RECORD EXTRACTS Start Marker

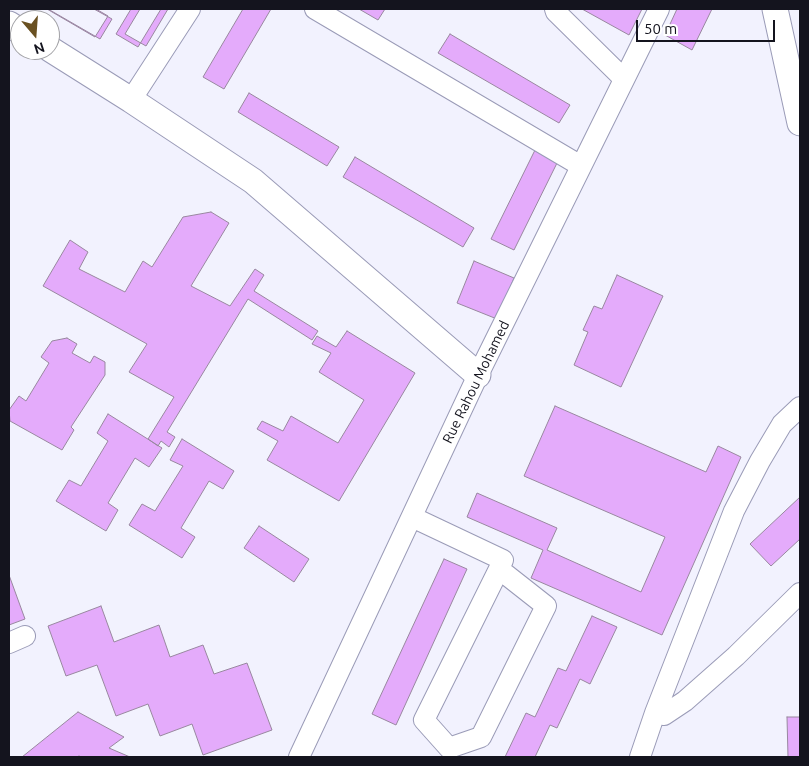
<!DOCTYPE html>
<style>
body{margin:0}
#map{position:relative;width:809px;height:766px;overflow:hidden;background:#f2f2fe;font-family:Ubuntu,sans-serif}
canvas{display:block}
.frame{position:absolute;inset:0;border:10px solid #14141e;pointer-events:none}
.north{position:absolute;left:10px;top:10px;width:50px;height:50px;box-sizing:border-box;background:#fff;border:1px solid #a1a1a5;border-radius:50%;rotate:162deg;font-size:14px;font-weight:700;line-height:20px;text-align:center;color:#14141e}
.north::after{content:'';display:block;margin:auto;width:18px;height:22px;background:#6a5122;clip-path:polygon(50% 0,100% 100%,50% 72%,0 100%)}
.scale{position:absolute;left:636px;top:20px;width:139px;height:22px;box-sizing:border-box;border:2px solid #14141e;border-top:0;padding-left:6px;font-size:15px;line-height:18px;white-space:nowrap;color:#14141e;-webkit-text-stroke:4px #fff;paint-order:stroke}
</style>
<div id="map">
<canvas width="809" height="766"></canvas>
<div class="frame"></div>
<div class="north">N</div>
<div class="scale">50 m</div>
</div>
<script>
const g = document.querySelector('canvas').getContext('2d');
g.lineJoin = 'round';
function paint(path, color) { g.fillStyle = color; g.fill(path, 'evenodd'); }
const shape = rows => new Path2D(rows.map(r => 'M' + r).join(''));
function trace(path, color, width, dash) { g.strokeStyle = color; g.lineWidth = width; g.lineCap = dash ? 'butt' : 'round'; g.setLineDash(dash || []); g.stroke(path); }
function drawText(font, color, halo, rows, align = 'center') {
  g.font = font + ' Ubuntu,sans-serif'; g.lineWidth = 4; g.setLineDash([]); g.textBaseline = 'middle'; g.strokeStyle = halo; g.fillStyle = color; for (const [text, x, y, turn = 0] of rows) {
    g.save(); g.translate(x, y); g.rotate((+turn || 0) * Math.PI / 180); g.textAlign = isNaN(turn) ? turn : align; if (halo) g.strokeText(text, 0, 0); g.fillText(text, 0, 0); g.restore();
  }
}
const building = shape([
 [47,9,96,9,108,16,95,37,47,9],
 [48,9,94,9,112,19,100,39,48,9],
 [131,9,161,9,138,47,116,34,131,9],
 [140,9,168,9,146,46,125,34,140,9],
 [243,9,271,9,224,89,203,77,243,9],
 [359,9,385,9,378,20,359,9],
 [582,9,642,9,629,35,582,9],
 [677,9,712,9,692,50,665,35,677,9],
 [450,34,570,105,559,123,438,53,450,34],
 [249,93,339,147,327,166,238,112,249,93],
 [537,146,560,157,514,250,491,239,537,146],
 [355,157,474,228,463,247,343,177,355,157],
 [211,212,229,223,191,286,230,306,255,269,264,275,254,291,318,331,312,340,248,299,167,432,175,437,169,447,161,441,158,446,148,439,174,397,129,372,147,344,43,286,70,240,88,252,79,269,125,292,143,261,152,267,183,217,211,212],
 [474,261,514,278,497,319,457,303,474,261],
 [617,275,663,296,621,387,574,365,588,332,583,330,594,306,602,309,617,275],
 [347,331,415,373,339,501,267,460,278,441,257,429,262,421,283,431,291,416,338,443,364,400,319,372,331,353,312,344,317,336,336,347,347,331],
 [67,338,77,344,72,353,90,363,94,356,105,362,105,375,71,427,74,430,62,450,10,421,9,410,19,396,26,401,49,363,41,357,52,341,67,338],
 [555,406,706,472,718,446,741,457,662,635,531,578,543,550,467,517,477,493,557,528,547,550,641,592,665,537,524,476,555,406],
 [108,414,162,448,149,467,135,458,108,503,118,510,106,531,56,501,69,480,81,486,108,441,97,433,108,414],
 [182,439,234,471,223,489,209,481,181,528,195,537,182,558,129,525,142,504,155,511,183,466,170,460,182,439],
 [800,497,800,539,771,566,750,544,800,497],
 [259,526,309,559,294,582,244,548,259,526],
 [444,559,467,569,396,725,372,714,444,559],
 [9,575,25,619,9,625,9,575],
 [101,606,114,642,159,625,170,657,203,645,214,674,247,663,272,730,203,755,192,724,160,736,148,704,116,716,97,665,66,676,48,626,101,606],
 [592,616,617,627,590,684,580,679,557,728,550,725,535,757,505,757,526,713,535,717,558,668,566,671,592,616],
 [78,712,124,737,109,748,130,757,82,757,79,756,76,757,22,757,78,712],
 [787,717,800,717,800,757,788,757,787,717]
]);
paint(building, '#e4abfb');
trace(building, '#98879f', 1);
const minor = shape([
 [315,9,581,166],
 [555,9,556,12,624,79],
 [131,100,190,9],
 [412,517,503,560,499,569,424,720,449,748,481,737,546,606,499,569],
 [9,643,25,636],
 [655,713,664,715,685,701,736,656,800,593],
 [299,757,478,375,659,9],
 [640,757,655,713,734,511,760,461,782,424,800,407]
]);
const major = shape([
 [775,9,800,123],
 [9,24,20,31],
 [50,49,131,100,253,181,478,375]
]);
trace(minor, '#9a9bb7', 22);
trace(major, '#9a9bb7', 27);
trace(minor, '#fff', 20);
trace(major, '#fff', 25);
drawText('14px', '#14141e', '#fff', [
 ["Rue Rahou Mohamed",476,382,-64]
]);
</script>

RECORD EXTRACTS End Marker

**EXERCISE REQUIREMENTS:**
After locating the line holding "function drawText(font, color, halo, rows, align" above, output exactly that line and every line after it through the line holding "g.font = font". Include nothing else.

**TASK ANSWER:**
function drawText(font, color, halo, rows, align = 'center') {
  g.font = font + ' Ubuntu,sans-serif'; g.lineWidth = 4; g.setLineDash([]); g.textBaseline = 'middle'; g.strokeStyle = halo; g.fillStyle = color; for (const [text, x, y, turn = 0] of rows) {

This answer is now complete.